If this is the general quality of new code in the Neovim code base, I would be fairly worried.
In the first piece of code, which is apparently new to Neovim, there's a bug waiting to happen: casting size_t pointers to int pointers will fail on big-endian platforms where sizeof(size_t) != sizeof(int), and in general, the number of casts sprinkled everywhere is indicative of sloppy coding.
The whole area of code also seems to be poorly reimplementing iconv, which is actually supported in the code, but never enabled in Neovim for some reason, according to the footnote - why have two code paths to do the same thing?
You're correct. It's new code that's calling into old, unrefactored code. Hence the casts. convert_input() is new, string_convert_ext() is old. As is mentioned in the article, I'm working on a refactoring of string_convert_ext() that will obviate the casting (and incidentally also some allocating).
"The problem isn't big-endian, its just platforms where sizeof(size_t) != sizeof(int)."
To be honest, my memory is failing me, so I would appreciate it if someone with a fresher understanding of the standards or BE compiler behavior would clarify.
Does a cast from (pointer to int32_t) to (pointer to int64_t) change the memory location referred to? My assumption would be not. If it does not, then there is a problem with this code on big-endian systems that does not exist on little-endian systems:
On a little-endian system, you are only reading/writing the low bits of the lengths. If anything won't fit in an int, that can be a problem. It seems plausible that other things (buffer sizes?) guarantee that can never occur, though it would still be better code not to rely on it.
On a big-endian system, you are only reading/writing the high bits of the lengths as if they were the low bits. That will almost always be wrong.
> In the first piece of code, which is apparently new to Neovim, there's a bug waiting to happen: casting size_t pointers to int pointers will fail on big-endian platforms where sizeof(size_t) != sizeof(int), and in general, the number of casts sprinkled everywhere is indicative of sloppy coding.
At first I thought you were referring to casting `size_t` to `int` (and the converse) in general, but now I notice you were referring to pointers to `int` to pointers to `size_t`. You are right, of course, and we should be more careful about that. Nevertheless, this specific case will soon dissapear.
To answer the last part of your question:
> The whole area of code also seems to be poorly reimplementing iconv, which is actually supported in the code, but never enabled in Neovim for some reason, according to the footnote - why have two code paths to do the same thing?

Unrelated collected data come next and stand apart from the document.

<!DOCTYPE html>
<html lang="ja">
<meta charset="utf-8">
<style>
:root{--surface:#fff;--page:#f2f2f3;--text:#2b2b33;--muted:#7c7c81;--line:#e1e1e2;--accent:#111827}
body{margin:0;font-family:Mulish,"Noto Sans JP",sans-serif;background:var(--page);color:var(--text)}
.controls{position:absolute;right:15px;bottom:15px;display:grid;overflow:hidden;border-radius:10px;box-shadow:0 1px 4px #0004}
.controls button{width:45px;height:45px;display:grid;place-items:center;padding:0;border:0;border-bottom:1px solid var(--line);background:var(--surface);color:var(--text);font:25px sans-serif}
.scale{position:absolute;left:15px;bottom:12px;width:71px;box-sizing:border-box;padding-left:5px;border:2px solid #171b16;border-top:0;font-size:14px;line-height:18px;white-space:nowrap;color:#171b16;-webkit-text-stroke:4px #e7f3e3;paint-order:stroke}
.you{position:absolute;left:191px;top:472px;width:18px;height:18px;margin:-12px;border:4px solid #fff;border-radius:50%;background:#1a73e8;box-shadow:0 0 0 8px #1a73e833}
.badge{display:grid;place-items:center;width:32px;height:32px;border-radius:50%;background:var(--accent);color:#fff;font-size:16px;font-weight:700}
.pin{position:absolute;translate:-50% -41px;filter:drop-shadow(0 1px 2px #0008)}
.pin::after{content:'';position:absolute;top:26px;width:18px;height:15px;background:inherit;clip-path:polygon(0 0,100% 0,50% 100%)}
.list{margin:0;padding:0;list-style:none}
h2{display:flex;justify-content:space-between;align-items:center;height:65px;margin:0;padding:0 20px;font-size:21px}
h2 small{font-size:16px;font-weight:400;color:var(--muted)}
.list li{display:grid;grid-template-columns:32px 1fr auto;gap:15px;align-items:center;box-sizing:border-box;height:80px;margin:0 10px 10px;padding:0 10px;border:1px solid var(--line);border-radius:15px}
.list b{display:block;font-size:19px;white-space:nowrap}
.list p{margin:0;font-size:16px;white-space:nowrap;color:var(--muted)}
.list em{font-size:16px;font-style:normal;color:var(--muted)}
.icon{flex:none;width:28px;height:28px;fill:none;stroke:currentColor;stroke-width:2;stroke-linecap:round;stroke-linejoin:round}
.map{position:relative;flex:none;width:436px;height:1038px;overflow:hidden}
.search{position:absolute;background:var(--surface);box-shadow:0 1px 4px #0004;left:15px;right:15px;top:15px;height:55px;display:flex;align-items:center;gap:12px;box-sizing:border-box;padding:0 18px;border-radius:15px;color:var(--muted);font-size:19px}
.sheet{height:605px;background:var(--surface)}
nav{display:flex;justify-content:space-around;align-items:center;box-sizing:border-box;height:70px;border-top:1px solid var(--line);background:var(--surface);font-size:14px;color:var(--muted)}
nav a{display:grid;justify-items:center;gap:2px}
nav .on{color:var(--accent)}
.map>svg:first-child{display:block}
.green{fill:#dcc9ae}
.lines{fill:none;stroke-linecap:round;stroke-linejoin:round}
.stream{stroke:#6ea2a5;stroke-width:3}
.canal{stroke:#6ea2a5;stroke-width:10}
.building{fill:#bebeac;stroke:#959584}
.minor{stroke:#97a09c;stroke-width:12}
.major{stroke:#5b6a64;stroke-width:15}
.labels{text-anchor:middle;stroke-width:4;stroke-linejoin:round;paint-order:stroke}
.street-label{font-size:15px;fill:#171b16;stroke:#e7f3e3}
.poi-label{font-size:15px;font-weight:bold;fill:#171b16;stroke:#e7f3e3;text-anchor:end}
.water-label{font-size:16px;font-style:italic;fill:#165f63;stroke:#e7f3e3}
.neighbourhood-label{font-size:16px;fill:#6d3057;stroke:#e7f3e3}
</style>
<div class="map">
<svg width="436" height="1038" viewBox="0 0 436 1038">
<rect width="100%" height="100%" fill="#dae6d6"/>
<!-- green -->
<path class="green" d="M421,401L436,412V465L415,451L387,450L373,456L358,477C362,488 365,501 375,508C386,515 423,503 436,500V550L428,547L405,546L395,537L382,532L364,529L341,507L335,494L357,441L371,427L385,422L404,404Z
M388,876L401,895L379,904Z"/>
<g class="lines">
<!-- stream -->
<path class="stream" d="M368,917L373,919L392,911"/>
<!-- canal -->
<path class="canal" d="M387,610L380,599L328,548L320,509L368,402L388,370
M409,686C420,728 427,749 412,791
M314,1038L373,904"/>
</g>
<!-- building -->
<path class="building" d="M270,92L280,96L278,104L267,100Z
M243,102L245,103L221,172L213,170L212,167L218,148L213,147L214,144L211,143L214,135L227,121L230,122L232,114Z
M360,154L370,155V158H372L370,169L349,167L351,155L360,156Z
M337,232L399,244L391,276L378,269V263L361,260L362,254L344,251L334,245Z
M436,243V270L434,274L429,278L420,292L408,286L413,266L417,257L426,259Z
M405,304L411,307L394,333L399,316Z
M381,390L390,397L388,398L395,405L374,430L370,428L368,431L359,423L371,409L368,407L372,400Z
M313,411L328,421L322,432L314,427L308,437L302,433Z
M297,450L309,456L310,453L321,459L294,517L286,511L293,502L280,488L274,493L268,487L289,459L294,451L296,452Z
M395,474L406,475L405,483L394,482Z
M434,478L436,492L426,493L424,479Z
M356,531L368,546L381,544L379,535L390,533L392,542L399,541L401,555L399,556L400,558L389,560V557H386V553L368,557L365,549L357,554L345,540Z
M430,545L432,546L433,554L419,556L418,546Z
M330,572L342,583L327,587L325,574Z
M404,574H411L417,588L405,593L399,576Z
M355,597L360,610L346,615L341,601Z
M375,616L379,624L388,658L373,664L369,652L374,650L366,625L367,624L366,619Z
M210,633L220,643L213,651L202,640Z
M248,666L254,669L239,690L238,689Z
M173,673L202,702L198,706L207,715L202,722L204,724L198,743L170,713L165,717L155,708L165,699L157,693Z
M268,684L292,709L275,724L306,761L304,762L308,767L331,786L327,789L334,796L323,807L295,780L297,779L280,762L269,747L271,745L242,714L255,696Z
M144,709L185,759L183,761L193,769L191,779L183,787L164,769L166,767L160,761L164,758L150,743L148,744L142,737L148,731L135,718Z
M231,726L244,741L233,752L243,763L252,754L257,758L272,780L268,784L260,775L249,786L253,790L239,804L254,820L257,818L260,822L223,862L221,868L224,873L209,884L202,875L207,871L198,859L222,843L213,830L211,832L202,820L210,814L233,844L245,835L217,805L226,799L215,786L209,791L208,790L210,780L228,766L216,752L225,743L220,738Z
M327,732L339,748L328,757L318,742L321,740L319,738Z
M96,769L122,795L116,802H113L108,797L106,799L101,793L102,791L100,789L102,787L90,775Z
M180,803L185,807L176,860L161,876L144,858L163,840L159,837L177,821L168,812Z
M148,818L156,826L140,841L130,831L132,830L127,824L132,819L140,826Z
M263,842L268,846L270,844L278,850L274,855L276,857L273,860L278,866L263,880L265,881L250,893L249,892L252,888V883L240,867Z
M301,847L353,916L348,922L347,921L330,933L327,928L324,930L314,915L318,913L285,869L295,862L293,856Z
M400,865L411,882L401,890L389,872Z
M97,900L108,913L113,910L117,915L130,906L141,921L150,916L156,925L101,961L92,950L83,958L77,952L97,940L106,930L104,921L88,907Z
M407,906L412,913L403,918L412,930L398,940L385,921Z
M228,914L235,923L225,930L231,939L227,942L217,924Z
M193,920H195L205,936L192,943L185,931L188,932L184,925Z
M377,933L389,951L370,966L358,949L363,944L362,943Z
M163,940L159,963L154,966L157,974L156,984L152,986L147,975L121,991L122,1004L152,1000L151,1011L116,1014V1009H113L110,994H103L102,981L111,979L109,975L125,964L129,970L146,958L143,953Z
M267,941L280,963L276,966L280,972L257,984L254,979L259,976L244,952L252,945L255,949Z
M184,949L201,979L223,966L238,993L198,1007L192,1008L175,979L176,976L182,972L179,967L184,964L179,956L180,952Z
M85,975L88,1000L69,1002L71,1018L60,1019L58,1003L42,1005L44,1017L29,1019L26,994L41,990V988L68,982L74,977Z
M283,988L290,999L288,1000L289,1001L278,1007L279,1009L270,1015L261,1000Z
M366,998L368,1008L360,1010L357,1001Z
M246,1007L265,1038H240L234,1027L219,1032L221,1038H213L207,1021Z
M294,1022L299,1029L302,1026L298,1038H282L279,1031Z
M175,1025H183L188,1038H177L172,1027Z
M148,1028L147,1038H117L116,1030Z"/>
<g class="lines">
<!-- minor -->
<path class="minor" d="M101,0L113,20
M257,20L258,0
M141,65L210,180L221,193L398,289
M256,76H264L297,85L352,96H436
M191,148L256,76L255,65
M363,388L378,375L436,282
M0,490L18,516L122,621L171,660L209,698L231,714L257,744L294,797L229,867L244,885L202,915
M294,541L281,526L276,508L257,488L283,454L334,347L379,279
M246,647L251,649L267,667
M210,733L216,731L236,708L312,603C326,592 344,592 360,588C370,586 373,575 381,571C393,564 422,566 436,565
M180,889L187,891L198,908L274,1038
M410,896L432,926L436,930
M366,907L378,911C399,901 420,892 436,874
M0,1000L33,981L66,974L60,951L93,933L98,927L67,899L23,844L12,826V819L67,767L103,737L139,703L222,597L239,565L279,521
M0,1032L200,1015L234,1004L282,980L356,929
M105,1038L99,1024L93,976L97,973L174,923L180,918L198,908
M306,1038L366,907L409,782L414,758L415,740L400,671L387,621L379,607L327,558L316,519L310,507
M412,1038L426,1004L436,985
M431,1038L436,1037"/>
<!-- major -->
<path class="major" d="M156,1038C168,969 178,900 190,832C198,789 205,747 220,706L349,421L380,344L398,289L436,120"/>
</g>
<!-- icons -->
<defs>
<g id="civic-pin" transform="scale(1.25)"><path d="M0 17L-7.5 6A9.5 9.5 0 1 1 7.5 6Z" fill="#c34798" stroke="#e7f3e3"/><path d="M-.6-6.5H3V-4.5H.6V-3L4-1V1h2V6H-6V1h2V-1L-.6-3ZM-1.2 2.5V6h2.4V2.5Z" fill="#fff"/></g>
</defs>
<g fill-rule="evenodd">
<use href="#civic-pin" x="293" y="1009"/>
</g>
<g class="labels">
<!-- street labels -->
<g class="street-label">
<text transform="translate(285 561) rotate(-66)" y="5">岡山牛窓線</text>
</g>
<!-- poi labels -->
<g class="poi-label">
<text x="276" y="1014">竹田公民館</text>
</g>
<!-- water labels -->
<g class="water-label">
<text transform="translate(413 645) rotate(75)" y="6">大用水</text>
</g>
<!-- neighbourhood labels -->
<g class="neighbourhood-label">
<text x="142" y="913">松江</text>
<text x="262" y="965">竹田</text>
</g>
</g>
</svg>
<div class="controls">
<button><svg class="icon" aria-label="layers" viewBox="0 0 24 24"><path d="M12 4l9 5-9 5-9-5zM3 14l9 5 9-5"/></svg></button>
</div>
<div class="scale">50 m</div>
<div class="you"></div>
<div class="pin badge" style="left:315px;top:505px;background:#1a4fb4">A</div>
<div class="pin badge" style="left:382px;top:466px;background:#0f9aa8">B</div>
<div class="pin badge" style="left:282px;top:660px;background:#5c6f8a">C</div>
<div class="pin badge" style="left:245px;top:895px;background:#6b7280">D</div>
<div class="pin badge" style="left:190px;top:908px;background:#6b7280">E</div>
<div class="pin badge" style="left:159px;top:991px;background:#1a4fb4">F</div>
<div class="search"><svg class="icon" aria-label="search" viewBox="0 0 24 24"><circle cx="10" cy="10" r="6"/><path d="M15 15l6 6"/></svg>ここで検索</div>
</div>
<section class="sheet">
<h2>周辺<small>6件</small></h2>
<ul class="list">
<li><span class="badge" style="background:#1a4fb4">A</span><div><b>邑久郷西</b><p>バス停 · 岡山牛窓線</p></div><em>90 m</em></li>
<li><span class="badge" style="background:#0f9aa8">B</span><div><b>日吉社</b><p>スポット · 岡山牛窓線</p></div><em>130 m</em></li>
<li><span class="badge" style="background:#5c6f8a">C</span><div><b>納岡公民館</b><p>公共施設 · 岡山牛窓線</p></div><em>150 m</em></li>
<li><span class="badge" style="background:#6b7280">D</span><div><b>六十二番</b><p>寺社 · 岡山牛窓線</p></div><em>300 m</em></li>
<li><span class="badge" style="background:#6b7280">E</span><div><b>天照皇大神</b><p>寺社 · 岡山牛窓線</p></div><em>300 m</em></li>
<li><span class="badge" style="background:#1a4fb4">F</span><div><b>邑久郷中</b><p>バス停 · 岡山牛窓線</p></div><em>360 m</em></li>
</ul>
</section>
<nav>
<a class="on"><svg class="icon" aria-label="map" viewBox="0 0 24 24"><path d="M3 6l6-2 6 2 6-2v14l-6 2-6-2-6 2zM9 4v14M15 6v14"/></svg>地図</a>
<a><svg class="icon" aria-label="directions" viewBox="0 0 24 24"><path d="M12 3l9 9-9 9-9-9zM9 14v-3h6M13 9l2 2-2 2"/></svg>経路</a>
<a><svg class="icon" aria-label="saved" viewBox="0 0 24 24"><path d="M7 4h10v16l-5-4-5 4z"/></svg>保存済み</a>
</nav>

I alluded to it in the article itself, and I may only guess as to what Bram's goals where, but I reckon:
1) Speed, for an important conversion like latin-1 to UTF-8, Bram might've wanted some extra juice. This is not uncommon in the Vim codebase. Possibly, one can't (or couldn't when Vim was made) rely on iconv being well-engineered. Also note that Vim was made to run on some pretty bare bones systems.
2) Compatibility: as it stands, (Neo)vim can work just fine without iconv and still do the most useful transforms. This is actually good because iconv is not available everywhere or buggy (switches for disabling it have been requested in vanilla Vim).
I haven't grokked the other encoding sides of vim (file and output), but it's possible I'll discover some things that might preclude an iconv-only approach.
In general they appear to have a problem with mixing lengths between being ints and being size_ts (Decently common problem). In that particular instance they could run into a problem if they compile for 64-bit (64-bit size_t, 32-bit int) and string_convert_ext gives a negative length, since int is signed.
We compile for 64-bit and 32-bit on every commit with travis CI and for many files activate extra warnings such as `-Wconversion`. We are acutely aware of the problem. However, we can't refactor the entirety of the (quite large) Vim codebase in one go. Whenever we add new code or replace old code that calls into more old code (often), we have to decide whether we will also refactor said old code to be more modern.
It's not perfect, but you'll see we've put at least some thought into it and we welcome new contributions.
It's a problem of manpower and/or time, not necessarily of misunderstanding C and making rookie mistakes about types as the grandparent seems to imply.
There, had to get that off my chest. (I'm not seeing Neovim's code, old or new, is perfect, but it's probably better than what the tone of the comment implied).
Thanks for the heads up. I went back and pressed submit several times because in my incognito window my comment didn't show up. (I was trying to post while noprocrast was on, didn't expect something I wrote to hit HN). I wonder now what I should do to not become dead anymore? I deleted the superfluous comments, hopefully that's enough. I'll look up what it means to be dead on HN.
Just posting to agree with the "decently common problem" comment. I am sure that back in the day I could write;
int len = strlen( some_c_string );
Without getting a warning! I don't really need to be reminded that the random little strings I create in my code need to be less than 2 billion characters long!
Casting smaller doesn't hurt if the numbers are small and you're little endian - because the ptr will still point at the meat of the scalar (instead of the high bytes with zeros in them as it would if big-endian)
In the first piece of code, which is apparently new to Neovim, there's a bug waiting to happen: casting size_t pointers to int pointers will fail on big-endian platforms where sizeof(size_t) != sizeof(int), and in general, the number of casts sprinkled everywhere is indicative of sloppy coding.
The whole area of code also seems to be poorly reimplementing iconv, which is actually supported in the code, but never enabled in Neovim for some reason, according to the footnote - why have two code paths to do the same thing?